Entah bagaimana kondisi matanya, yang pasti menahan kantuk karena lama tak terpejam demi berikan pengobatan pada korban-korban yang berjatuhan.
Entah bagaimana kondisi perutnya, yang menahan lapar karena tak sempat makan demi menolong korban-korban yang terus berdatangan.
Entah bagaimana perasaan jiwanya, saat harus memberikan obat-obatan kadaluarsa, yang dia sangat paham efek samping yang akan ditimbulkannya.
Entah bagaimana rasa kesal di dadanya, saat mendapati alat-alat medis yang sangat diperlukan, rusak dan hancur tanpa bisa berbuat apa-apa.
Entah bagaimana keadaan psikologinya saat harus menghadapi satu per satu nyawa melayang ditangannya. Bukan karena tak becus dalam bekerja, tapi karena memang kondisi yang memaksanya agar tak bisa berbuat apa-apa.

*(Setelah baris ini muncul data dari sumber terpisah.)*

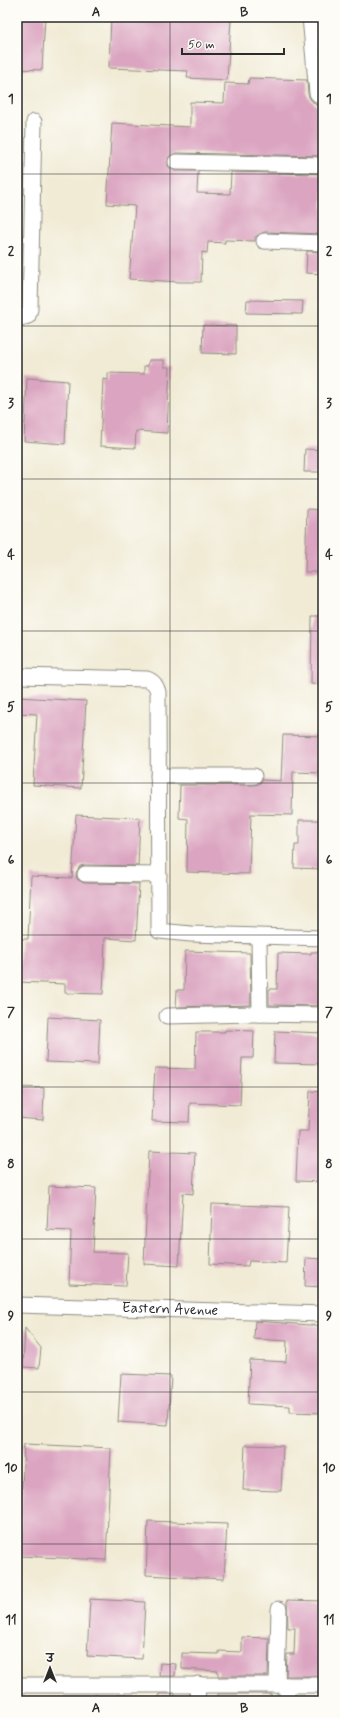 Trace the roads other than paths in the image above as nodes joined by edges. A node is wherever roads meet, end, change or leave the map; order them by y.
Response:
1 (310, 17) edge
2 (323, 99) edge
3 (34, 122) dead end
4 (176, 162) dead end
5 (323, 165) edge
6 (264, 242) dead end
7 (323, 243) edge
8 (17, 319) edge
9 (17, 676) edge
10 (158, 776) junction
11 (254, 776) dead end
12 (85, 874) dead end
13 (159, 875) junction
14 (260, 937) junction
15 (323, 938) edge
16 (260, 1014) junction
17 (323, 1015) edge
18 (167, 1016) dead end
19 (17, 1305) edge
20 (323, 1314) edge
21 (279, 1609) dead end
22 (198, 1684) junction
23 (17, 1685) edge
24 (282, 1685) junction
25 (323, 1685) edge
26 (197, 1701) edge
27 (287, 1701) edge

1 - 2 street
3 - 8 street
4 - 5 street
6 - 7 street
9 - 10 street
10 - 11 street
10 - 13 street
12 - 13 street
13 - 14 street
14 - 15 street
14 - 16 street
16 - 17 street
16 - 18 street
19 - 20 street, Eastern Avenue
21 - 24 street
22 - 23 street
22 - 24 street
22 - 26 street
24 - 25 street
24 - 27 street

Lalu, apa yang bisa kita lakukan untuk menolong saudara kita, dokter-dokter di Ghouta Timur sana?
Pastinya tak cukup hanya sekedar do'a dan bantuan logistik ala kadarnya. Dokter-dokter di Ghouta sana butuh sesuatu yang bukan hanya mampu digunakan untuk mengobati pasien-pasiennya, tapi mereka lebih membutuhkan sesuatu yang dapat menghentikan kebrutalan "si pembantai" supaya tidak ada lagi korban yang berjatuhan.
Ibarat anak kita yang sedang dipukuli dan dianiaya oleh sekelompok orang hingga tubuhnya dipenuhi luka. Pastinya anak kita sangat membutuhkan bantuan obat-obatan dan sejenisnya. Tapi tahukah kita? Bahwa anak kita lebih membutuhkan seseorang yang bisa menghentikan pukulan-pukulan dari orang-orang yang memukulinya.

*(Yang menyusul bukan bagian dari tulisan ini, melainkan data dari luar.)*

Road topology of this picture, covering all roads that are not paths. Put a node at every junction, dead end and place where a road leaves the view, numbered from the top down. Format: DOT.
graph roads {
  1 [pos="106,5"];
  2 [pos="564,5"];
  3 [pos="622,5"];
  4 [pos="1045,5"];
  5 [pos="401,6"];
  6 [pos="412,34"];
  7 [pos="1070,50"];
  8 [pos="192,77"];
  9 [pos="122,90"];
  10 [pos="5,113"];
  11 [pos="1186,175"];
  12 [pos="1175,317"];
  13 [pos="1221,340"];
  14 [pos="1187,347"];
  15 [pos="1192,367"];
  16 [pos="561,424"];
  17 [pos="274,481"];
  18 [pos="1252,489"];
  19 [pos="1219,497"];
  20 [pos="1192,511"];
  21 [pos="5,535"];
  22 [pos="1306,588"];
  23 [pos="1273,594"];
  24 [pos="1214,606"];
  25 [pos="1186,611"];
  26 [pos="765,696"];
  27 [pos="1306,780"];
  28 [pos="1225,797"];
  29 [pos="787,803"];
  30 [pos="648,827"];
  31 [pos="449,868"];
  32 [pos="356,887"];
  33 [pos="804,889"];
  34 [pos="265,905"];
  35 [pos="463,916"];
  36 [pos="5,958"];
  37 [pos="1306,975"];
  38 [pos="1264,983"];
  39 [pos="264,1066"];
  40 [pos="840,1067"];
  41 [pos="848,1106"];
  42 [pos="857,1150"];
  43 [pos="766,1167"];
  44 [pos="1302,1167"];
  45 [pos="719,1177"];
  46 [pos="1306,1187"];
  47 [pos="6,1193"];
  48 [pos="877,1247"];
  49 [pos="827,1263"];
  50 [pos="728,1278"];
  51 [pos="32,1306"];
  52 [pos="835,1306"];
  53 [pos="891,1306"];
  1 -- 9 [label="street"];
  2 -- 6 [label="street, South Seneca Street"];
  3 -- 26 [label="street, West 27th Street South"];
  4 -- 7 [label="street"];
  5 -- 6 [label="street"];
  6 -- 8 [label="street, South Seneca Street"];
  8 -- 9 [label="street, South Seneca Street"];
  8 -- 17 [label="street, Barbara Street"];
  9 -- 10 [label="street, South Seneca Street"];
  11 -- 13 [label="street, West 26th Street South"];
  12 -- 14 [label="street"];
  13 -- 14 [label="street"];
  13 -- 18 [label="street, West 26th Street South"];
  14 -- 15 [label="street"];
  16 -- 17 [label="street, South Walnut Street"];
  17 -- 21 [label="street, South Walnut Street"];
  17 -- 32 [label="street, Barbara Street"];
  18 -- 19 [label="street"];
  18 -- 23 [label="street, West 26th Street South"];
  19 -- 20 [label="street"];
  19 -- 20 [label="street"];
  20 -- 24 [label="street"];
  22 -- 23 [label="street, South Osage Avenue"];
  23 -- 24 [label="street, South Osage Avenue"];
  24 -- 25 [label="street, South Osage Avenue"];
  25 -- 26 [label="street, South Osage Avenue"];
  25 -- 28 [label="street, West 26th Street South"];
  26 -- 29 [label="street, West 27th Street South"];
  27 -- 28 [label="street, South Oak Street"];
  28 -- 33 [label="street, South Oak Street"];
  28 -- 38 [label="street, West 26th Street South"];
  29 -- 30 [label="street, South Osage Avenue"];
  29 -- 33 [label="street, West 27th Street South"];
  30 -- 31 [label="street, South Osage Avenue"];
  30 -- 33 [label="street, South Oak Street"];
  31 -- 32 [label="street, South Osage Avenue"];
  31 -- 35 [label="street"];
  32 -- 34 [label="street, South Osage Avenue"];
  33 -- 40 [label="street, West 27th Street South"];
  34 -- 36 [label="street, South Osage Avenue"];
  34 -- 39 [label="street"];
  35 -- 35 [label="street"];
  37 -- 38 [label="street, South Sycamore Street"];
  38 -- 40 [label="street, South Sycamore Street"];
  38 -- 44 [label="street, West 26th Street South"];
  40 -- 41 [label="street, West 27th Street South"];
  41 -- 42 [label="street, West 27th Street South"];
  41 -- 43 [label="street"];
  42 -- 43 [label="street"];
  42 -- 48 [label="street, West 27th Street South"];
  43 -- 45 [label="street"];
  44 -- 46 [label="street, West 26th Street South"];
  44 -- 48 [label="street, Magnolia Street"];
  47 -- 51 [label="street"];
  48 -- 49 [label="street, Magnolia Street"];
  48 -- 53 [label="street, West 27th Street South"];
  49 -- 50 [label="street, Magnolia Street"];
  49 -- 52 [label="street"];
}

Karena bagaimana mungkin kita mengobati luka-luka yang ada ditubuh anak kita, terus dan terus, tapi membiarkan orang-orang yang memukulinya tetap leluasa melakukan tindakan brutalnya? Benarkan?
Lalu bagaimana cara menghentikan "orang-orang" yang melakukan pembantaian di Ghouta sana?
Yang bisa kita lakukan adalah menyeru penguasa-penguasa di negeri-negeri muslim yang ada, untuk mengerahkan segala upaya, baik mengirim bala tentara maupun alat-alat tempur yang dimilikinya. Karena hanya para penguasa yang memiliki kekuasaan untuk melakukan itu semua.
Laku kenapa harus mengerahkan tentara? Bukankah masih ada PBB yang memiliki kuasa untuk mewujudkan perdamaian dunia?
Bukankah PBB bisa melakukan perundingan-perundingan untuk menghentikan kekejaman di "neraka dunia"?
Salah. Salah besar bila kita umat muslim masih berharap pada PBB dan perundingan-perundingan yang dibuatnya.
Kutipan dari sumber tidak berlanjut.